Nós temos que, na verdade, refazer o nosso pensamento, pensar na requalificação profissional e em como uma pessoa como essa do exemplo acima ainda pode prestar um enorme serviço. As pessoas com mais de 65 anos, “velhos”, “idosos”, da “terceira idade”, “melhor idade”, qualquer nome que se dê a essa faixa etária, tem o conhecimento experimentado. Podemos competir com os jovens em termos de tecnologia? Claro que não. Não nascemos digitais.

Mas o digital é uma ferramenta para otimizar o conhecimento utilizado com a experiência do trabalhador. E isso nós temos de sobra. Esse trabalho em conjunto é valiosíssimo, tanto para os resultados da empresa quanto para o capital humano, ajudando na formação de novos profissionais, utilizando da experiência dos mais velhos, em um processo constante de evolução no ambiente de trabalho e no âmbito pessoal de todos os envolvidos.

Da mesma forma que a idade por si só não é garantia de eficiência, a juventude também não é garantia de inovação. Esse processo de se aproveitar a experiência do profissional mais velho em parceria com o mais novo é o perfeito exemplo de que o todo é maior do que a soma das partes. Esse é o futuro que eu vejo.

Temos que modificar o conceito de aposentado. Repito: recebemos uma renda a que temos direito pelos esforços de nossa vida, uma poupança feita do fruto do nosso trabalho. Nada nos foi dado sem algo em troca. Falar em aposentadoria nos termos antigos carrega uma carga negativa, pessimista, em cima da terceira idade. Temos a experiência necessária para qualquer trabalho. Dedicamos décadas a isso. Temos que colaborar com a sociedade.

E até mesmo do ponto de vista macroeconômico isso se torna uma prática saudável: temos de 30 a 35 milhões de aposentados no Brasil, a depender da contagem, com uma idade média de 70 anos. Aqueles que estão saudáveis devem ir para o mercado de trabalho, portando uma enorme coragem e despidos de qualquer vaidade, para entrar nesse processo importante de requalificação profissional. Os cargos não importam: se não podemos mais ser diretores ou gerentes; somos pessoas com um grande conhecimento experimentado para oferecer à sociedade.

Sigo assim, com um grande otimismo pela vida, pelo nosso país e, principalmente, pelo processo de aquisição e de planejamento futuro de renda.

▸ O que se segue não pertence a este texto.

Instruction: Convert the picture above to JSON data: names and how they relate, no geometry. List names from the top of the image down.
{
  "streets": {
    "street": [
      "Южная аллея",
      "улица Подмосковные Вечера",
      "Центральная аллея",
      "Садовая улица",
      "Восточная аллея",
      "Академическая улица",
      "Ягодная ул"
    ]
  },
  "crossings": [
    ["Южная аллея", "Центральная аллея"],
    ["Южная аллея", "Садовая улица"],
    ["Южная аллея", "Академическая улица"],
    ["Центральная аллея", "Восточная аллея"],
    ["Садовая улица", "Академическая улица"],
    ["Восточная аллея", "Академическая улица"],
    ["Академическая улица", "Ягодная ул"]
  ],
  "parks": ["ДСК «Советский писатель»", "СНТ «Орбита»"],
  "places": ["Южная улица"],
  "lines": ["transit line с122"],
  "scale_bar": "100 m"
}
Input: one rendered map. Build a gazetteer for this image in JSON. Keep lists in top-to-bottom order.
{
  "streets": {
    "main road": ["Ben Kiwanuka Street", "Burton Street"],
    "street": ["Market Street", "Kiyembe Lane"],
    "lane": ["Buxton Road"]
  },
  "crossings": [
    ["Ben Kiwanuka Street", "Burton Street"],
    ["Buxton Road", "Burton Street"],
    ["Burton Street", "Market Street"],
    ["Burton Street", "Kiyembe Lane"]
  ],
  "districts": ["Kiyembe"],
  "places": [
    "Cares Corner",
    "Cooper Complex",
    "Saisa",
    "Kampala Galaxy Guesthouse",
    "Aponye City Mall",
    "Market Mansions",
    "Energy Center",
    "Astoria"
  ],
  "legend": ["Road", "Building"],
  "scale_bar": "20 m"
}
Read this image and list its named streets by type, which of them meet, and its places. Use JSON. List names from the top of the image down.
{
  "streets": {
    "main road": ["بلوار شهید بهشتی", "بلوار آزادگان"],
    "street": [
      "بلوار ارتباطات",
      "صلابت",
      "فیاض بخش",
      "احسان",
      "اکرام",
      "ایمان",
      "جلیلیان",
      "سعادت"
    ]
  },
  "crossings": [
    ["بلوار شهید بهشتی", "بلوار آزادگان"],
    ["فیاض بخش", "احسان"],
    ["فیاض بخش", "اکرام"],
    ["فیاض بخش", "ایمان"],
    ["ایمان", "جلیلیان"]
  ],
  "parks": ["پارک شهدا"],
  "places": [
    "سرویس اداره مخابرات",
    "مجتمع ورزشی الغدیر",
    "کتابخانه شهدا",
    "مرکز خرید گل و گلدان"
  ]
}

*Nilton Molina é Presidente do Conselho de Administração da MAG Seguros e Presidente do Instituto de Longevidade MAG. É membro vitalício do Conselho Associação Comercial de São Paulo e diretor da CNSeg (Confederação Nacional das Empresas de Seguros Gerais, Previdência Privada e Vida, Saúde Suplementar e Capitalização). O executivo também dedica a sua carreira a estudos sobre longevidade e demografia, temas os quais é referência no país.